Объяснили, что у них дело это сделано, только бы сам Павел Николаевич не упрямился. Не один раз в долгие скучные зимы и он сам об этом подумывал, и теперь радостно всколыхнулась его душенька, стосковавшаяся по службе народу и обществу.
– И рад бы в рай, да грехи не пускают! – вздохнувши, сказал он многозначительно.
Тыркин понял, разгладил бороду и тоже многозначительно ответил:
– Это ведь, Павел Николаевич, только в ад загоняют, а чтобы в рай войти – стучаться надо. Стучите, и отворится вам! Важно, чтобы своя охота была.
Все в три голоса стали упрашивать, утверждая, что все Павла Николаевича уважают и желают иметь председателем земской управы. Павел Николаевич усомнился: среди дворянства у него немало недоброжелателей, назвал три фамилии.
Тыркин ухмыльнулся:
– Не опасны для тебя.
Похлопал Павла Николаевича по коленям, показал сжатый кулак:
– Вот где они сидят, все трое!
– Наконец, со стороны губернатора…
– А уж это мы поглядим, – многозначительно перебил Тыркин.
Подзакусили, попили чайку, пошли хозяйство смотреть.
Павел Николаевич похвастался лошадьми и коровами, племенным быком, породистыми свиньями, новой веялкой, показал, как разводятся шампиньоны, которыми только что потчевал гостей.
– Всюду благолепие! – повторял бархатным голосом отец Варсонофий.
– Вот оно, образованьице-то, что делает, – гудел Тыркин.
Потом гуляли в парке, и тут выяснилось, почему всем захотелось в председатели земской управы Павла Николаевича посадить.

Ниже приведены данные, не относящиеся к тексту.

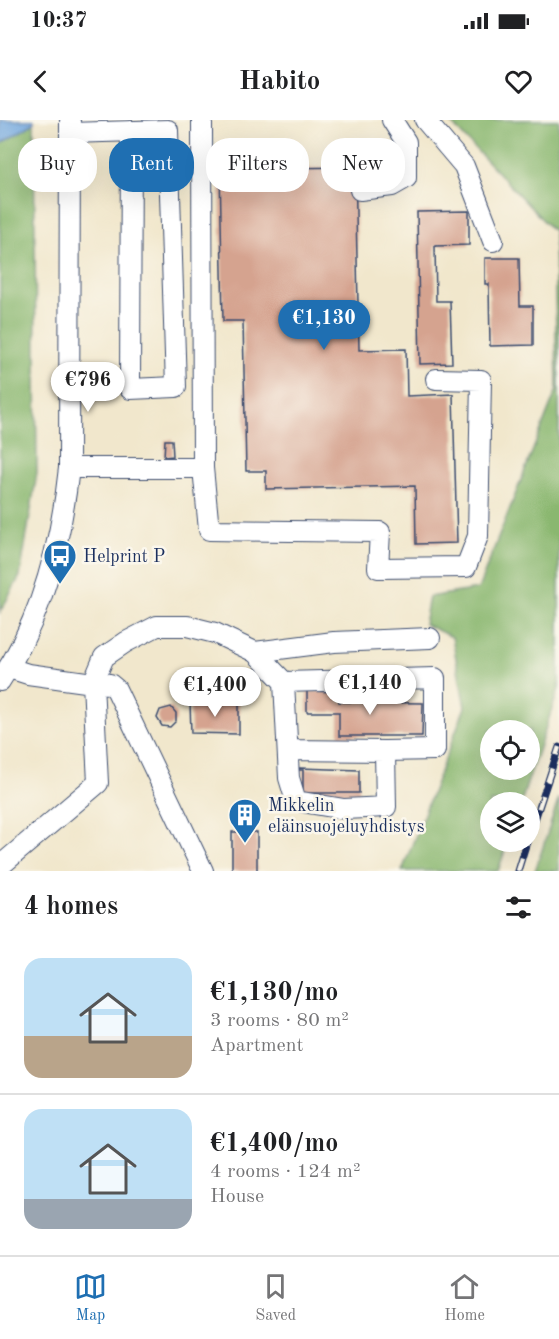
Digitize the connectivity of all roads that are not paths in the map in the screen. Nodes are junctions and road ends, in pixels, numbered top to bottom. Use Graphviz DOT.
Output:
graph roads {
  1 [pos="202,120"];
  2 [pos="392,120"];
  3 [pos="425,120"];
  4 [pos="70,127"];
  5 [pos="131,131"];
  6 [pos="403,138"];
  7 [pos="405,140"];
  8 [pos="405,179"];
  9 [pos="493,241"];
  10 [pos="436,379"];
  11 [pos="69,468"];
  12 [pos="203,468"];
  13 [pos="430,638"];
  14 [pos="255,652"];
  15 [pos="5,674"];
  16 [pos="93,682"];
  17 [pos="284,682"];
  18 [pos="288,750"];
  19 [pos="385,751"];
  20 [pos="0,866"];
  21 [pos="203,871"];
  1 -- 12 [label="street"];
  2 -- 6 [label="street"];
  3 -- 9 [label="street"];
  4 -- 5 [label="street"];
  4 -- 11 [label="street"];
  5 -- 5 [label="street"];
  7 -- 8 [label="street"];
  10 -- 12 [label="street"];
  11 -- 12 [label="street"];
  11 -- 15 [label="street"];
  13 -- 14 [label="street"];
  14 -- 16 [label="street"];
  14 -- 17 [label="street"];
  15 -- 16 [label="street"];
  16 -- 20 [label="street"];
  16 -- 21 [label="street"];
  17 -- 18 [label="street"];
  17 -- 19 [label="street"];
  18 -- 19 [label="street"];
  18 -- 19 [label="street"];
}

Когда-то Павел Николаевич был инициатором неудавшихся хлопот о соединении Симбирска, Казани и Алатыря железными путями. Много поработал над этим вопросом тогда Павел Николаевич, но ему мешали пугливые люди, а в их числе и алатырцы. И сам Тыркин был тогда против: боялся, что железная дорога повредит его пароходному делу на Суре. А теперь говорил:
– Нам без веточки никак невозможно.
Павел Николаевич напомнил ему о прошлом:
– Век живи – век учись! Теперь я полный расчет вывел. Кто будет материалы на постройку дороги возить? Мои же пароходы. Теперь и купечество, и дворянство желают дорогу эту.
– Истинное было бы благодеяние для всей губернии, – сказал отец Варсонофий и, потянув ноздрями воздух, прошептал: – Повсюду благовоние!

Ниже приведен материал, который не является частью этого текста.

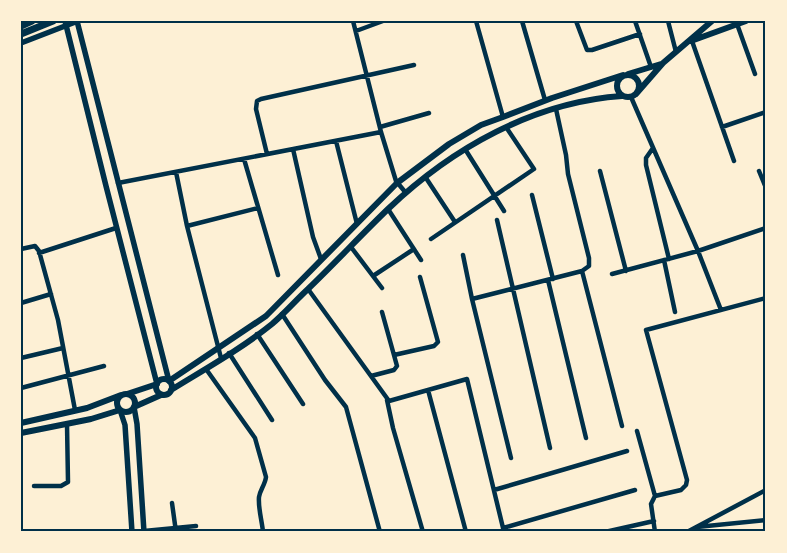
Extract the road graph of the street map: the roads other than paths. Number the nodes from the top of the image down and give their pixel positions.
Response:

– Поди не одно благовоние, а и доходы от садов-то имеете? – спросил серьезно Тыркин.
– Много и яблок, и груш, и вишни… Некуда деть. Гниют.
– А вот была бы веточка, уложил бы в лубяные короба да и марш в Симбирск! Да, мы, русские люди, пугливые. Нам надо все на своей шее изучить, чтобы в свою пользу уверовать. А уж если уверуем, против нас никому!
– За границей не бывали?
– Какие там заграницы! Я который уж год в Киев хочу, угодничкам помолиться, и то не угожу. Все недосуг. Делов много, а за ними и Бога забываем.

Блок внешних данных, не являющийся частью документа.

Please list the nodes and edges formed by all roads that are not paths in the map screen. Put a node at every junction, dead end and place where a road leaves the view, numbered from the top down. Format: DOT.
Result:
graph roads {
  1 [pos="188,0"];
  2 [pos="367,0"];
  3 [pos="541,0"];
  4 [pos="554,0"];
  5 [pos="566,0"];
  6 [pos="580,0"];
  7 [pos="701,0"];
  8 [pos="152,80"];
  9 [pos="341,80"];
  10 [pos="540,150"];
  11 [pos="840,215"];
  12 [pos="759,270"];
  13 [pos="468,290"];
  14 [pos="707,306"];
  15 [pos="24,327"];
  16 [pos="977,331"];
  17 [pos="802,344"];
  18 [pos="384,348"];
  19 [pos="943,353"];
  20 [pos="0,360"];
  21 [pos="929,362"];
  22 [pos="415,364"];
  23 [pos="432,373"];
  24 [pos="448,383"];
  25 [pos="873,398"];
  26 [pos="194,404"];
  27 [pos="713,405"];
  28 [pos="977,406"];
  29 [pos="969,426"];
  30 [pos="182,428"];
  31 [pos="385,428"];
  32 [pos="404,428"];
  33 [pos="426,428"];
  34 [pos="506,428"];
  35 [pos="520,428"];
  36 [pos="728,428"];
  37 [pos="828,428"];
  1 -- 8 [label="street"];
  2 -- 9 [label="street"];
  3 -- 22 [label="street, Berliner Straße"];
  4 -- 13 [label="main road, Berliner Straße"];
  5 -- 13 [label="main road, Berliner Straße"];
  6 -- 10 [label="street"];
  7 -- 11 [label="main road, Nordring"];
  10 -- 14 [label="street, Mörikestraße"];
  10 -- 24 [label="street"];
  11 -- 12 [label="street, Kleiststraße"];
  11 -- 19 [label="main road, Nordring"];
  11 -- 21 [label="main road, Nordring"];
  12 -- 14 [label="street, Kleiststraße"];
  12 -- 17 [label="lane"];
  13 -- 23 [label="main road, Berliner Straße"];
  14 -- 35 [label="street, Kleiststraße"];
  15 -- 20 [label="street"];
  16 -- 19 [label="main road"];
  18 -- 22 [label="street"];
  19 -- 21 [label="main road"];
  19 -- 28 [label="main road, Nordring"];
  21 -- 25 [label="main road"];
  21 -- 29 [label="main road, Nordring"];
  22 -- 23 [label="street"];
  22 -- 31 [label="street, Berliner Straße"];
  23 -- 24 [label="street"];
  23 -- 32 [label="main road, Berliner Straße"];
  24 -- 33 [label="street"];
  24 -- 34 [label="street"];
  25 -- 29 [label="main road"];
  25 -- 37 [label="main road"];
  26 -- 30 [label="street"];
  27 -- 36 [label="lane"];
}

– Если труды праведные, то Господь простит, – успокоил Тыркина бархатным голосом отец Варсонофий.
– Мы согрешим, ты, отец, замолишь! А что, чай, воруют яблоки-то?
– Конечно.
– А ты вот что… Я вот как в своем саду сделал… Тоже от воров деться некуда, так я того… научили меня… под забором-то кое-где старые двери положил, гвоздями утыкал, вроде бороны, а сверху-то травкой прикрыл. Прыгнет он, вор-то, да и напорится ногами-то голыми на эту штуку! Двоих поймали… Бояться стали.
– Изувечить так можно человека, – усомнился Павел Николаевич.
– А не лезь по чужим садам! Ничего не будет! На меня в прошлом году жалобу подал один: его парнишка напоролся. А я дело нашему аблакату поручил, этому… жидку-то…
– Моисею Абрамовичу, вероятно? – подсказал отец Варсонофий.
– Ему. Хорошо отписался! По собственной, дескать, неосторожности.
– Мне вот поручение от него есть, – вспомнил отец Варсонофий, – креститься хочет в православие. Вашу матушку, Анну Михайловну, в крестные матери желал бы…
– Ну это уж вы, батюшка, сами с матерью моей поговорите. Это ее специальность – всяких инородцев крестить…
– Так вот по этой причине мы и решились вашу почтенную матушку беспокоить.
– Что это ему вздумалось веру менять? – с иронической улыбочкой спросил Павел Николаевич.
– А в этом уж заслуга почтенного Елевферия Митрофаныча. Он его наставил.
– Не верю я таким перевертням, – заметил Павел Николаевич.
– Отец его заставляет, Абрашка! – пояснил Тыркин. – По торговым делам ему свой крещеный человек требуется, чтобы по всей России разъезжать и жительствовать имел права.
– Ну вот… Так я и думал…
– А как сказать, Павел Николаевич, – возразил отец Варсонофий, – Господь всякими путями вразумляет человека. Сказано, что бывает и грех во спасение! Бывает, что и из Савлов в Павлы превращаются. Неисповедимы пути Господни.
– Много разговору идет о железной дороге у нас. Так вот и он, Абрашка, на всякий случай приготовляется. Про всех дела хватит. Абрашка какого-нибудь бедного дворянчика ищет. Жидам не дозволено имения покупать, так вот Абрашка дворянчика подыскивает: куплю, говорит, тебе имение, помещиком в Польше будешь. Лес, говорит, мне отдашь, а всю голую землю себе бери.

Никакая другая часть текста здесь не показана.